At the atheist discussion group which, as I said before, I attend once a month, we last night listened to a video in which an atheist applauded any and all efforts of believers to enter into dialogue with their unbelieving counterparts. He cited various episodes of discrimination against atheists and noted how many Americans instinctively assume that anyone who does not believe in God must be an intrinsically bad person.
I couldn't really disagree. Many Americans do indeed discriminate, consciously or not, against atheists. They tend to shun them. This is unfortunate, as we will never get along with each other unless we agree to talk with each other. Avoiding communication will not advantage anyone.
Aside from rejecting atheists because they believe that anyone who does not believe in God must be a bad person, I think that many Americans also do so because they would like for knowledge to be safe, secure, and settled. Most of us want answers, most of us want to know, most of us would like to explain the world and our lives in it, to wrap our answers into one box.

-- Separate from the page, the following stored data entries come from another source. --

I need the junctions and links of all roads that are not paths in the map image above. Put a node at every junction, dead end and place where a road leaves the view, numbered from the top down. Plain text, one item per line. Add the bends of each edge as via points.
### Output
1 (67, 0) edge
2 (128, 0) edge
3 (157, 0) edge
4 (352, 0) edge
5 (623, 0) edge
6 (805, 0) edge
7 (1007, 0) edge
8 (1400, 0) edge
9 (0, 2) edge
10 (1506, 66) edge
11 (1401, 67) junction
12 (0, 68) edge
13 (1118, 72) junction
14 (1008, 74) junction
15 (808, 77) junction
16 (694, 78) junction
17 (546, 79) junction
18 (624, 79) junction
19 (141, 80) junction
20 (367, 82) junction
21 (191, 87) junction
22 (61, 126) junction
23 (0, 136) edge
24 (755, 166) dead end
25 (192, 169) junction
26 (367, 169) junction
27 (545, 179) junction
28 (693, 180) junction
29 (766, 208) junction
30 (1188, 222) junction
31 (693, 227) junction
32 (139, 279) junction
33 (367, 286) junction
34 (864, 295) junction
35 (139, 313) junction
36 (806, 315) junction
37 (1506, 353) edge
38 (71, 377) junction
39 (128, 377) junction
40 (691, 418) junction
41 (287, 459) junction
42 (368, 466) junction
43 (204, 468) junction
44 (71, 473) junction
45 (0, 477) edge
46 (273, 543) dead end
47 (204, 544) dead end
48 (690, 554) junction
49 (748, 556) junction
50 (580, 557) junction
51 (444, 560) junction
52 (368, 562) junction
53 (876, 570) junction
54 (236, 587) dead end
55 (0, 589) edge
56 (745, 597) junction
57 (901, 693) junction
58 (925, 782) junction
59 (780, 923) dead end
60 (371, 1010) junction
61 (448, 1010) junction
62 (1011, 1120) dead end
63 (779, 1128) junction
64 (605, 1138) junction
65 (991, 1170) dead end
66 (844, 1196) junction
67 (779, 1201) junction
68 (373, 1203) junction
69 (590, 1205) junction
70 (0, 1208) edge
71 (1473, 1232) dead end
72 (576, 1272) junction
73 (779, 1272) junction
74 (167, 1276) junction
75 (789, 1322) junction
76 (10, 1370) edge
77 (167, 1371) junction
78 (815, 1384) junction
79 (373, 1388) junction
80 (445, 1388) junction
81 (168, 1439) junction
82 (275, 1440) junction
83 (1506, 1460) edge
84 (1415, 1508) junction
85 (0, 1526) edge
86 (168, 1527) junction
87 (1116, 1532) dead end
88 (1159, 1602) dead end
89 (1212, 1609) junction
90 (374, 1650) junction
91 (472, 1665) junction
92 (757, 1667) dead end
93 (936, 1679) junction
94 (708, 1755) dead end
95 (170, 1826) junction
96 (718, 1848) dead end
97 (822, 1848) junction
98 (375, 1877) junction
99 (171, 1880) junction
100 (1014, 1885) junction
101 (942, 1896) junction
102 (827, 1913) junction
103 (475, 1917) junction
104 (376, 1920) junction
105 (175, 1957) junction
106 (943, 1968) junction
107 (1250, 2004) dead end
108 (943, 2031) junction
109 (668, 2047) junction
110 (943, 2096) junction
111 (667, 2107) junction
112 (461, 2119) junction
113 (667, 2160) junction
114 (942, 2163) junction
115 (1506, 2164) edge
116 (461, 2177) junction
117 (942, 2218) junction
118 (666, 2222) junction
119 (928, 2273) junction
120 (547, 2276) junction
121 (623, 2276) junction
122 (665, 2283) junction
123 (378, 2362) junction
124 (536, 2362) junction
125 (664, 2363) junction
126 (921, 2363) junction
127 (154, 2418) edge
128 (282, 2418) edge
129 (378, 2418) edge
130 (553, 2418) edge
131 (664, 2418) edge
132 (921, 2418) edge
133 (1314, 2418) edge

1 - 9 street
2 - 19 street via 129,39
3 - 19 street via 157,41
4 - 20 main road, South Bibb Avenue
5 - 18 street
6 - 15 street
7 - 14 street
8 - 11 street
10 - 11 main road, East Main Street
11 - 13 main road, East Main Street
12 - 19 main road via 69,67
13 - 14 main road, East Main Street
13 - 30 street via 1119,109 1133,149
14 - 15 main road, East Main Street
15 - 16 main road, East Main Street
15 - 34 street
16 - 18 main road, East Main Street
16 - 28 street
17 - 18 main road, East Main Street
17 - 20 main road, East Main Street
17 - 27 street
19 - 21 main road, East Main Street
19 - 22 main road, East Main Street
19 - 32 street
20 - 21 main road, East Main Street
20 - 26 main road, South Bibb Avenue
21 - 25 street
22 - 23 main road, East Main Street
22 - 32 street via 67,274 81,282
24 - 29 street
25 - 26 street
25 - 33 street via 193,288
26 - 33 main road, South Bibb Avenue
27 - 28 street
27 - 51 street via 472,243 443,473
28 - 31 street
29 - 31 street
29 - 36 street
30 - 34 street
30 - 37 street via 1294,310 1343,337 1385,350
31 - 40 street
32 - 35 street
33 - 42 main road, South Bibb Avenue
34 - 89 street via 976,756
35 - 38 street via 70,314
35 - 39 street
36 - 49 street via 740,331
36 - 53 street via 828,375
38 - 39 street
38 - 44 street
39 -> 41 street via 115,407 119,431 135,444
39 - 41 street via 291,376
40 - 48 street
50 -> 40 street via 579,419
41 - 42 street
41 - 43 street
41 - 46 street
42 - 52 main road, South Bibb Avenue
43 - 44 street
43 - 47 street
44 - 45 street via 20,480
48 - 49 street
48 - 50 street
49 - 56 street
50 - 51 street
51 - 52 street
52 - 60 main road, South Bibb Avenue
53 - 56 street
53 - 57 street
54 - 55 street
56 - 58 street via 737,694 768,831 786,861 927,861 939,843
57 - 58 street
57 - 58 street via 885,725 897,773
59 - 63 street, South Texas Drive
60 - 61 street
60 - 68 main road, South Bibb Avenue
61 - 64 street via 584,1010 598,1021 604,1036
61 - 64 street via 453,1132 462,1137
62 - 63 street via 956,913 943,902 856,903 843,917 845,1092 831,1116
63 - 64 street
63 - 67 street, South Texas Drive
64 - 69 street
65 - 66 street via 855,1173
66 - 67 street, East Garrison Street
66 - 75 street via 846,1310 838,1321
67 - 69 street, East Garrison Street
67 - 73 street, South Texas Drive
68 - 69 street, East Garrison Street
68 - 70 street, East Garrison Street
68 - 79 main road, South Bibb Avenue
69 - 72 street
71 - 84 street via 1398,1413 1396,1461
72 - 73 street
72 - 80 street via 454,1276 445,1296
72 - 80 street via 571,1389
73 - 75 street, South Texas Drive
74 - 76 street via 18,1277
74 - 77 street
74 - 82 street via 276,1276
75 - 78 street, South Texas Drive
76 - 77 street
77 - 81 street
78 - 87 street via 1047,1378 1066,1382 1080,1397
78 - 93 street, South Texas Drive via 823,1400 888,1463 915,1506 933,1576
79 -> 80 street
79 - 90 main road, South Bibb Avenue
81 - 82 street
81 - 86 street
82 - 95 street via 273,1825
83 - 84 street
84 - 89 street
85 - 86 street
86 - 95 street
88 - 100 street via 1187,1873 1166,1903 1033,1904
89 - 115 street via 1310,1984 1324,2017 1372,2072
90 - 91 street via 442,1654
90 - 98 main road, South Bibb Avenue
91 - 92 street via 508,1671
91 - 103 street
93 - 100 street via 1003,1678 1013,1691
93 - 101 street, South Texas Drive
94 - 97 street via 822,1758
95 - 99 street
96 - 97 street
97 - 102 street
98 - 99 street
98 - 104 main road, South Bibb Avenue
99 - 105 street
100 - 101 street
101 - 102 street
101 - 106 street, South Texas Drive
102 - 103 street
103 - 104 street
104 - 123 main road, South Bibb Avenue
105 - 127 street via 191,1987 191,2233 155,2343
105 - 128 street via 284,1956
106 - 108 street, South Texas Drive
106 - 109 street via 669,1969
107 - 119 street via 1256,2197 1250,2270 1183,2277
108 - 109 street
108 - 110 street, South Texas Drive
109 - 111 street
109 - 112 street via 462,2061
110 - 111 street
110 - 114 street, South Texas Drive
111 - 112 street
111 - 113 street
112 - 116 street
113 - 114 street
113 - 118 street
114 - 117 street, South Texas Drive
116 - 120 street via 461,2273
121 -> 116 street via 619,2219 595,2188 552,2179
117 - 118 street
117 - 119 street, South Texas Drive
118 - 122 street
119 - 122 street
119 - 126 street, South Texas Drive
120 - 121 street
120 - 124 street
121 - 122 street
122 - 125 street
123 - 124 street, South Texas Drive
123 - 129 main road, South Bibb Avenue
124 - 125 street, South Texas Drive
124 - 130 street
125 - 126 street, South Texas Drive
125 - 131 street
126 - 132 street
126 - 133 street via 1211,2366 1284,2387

But the atheist does not offer such a neat package. Yes, she does not believe in God, but she will add that she does not know many other things as well, for instance, how, in some sort of medium or space without time, the world came to be. Or why we are moral beings, or why most of us would rather love than hate. An inability to answer such questions troubles many people, often acutely. We instinctively want closure.
However, whether we believe in God or not, life simply isn't that way. We can take black and white positions about morality and God, but we must remember that we are implementing them in a very gray world in which a very gray and unfathomable existence prevails. Ready answers are not always there.
On the other hand, if we insist that answers can, eventually, be found (which all of us do), we must also accept that the world is not here by accident, that it has purpose and a point. And that, like it or not, can only be the province of God.